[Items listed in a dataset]

####################

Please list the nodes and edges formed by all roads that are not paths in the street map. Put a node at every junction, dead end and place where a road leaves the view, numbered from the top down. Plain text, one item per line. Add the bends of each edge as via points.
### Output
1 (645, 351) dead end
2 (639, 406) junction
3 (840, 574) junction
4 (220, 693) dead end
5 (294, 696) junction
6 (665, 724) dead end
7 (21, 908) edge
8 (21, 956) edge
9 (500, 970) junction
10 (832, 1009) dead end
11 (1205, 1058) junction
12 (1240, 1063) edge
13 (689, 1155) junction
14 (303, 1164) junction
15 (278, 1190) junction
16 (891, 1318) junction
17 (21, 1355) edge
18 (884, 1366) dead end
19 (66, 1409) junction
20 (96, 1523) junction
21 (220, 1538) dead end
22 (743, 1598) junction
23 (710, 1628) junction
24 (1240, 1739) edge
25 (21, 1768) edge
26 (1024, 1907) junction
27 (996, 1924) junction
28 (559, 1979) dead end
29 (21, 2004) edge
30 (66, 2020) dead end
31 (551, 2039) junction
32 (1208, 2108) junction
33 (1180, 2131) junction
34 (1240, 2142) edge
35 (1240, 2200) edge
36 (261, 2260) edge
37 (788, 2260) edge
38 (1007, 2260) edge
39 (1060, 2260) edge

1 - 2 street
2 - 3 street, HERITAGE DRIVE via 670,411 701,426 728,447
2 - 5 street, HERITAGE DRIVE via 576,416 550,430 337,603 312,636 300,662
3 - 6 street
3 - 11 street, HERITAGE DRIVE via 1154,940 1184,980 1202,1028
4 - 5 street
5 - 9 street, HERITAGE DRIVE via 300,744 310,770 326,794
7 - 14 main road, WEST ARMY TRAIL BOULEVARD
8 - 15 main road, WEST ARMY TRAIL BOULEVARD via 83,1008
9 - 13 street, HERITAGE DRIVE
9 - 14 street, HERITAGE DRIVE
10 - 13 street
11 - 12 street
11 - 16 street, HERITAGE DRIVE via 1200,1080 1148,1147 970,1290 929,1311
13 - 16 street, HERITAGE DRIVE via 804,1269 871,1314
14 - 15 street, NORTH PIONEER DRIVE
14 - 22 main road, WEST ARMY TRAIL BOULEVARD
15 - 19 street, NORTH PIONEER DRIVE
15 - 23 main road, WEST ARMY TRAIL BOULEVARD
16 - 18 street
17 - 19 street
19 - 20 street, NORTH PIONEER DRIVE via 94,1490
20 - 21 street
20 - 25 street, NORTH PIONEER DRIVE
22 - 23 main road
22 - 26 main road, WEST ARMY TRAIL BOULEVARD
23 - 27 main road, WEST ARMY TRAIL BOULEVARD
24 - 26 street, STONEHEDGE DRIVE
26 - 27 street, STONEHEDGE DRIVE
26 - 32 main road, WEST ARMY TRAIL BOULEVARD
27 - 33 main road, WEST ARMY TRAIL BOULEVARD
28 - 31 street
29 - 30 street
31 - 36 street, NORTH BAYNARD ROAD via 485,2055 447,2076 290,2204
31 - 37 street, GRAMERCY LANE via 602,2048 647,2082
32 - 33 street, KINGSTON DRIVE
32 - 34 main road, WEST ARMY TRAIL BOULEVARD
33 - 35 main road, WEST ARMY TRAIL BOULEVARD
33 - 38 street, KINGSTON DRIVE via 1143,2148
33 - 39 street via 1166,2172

####################

▸ ABOUT THIS EXERCISE: Determine the number of lines in the data above that hold "KINGSTON", and reply with that number alone.

▸ RESPONSE: 2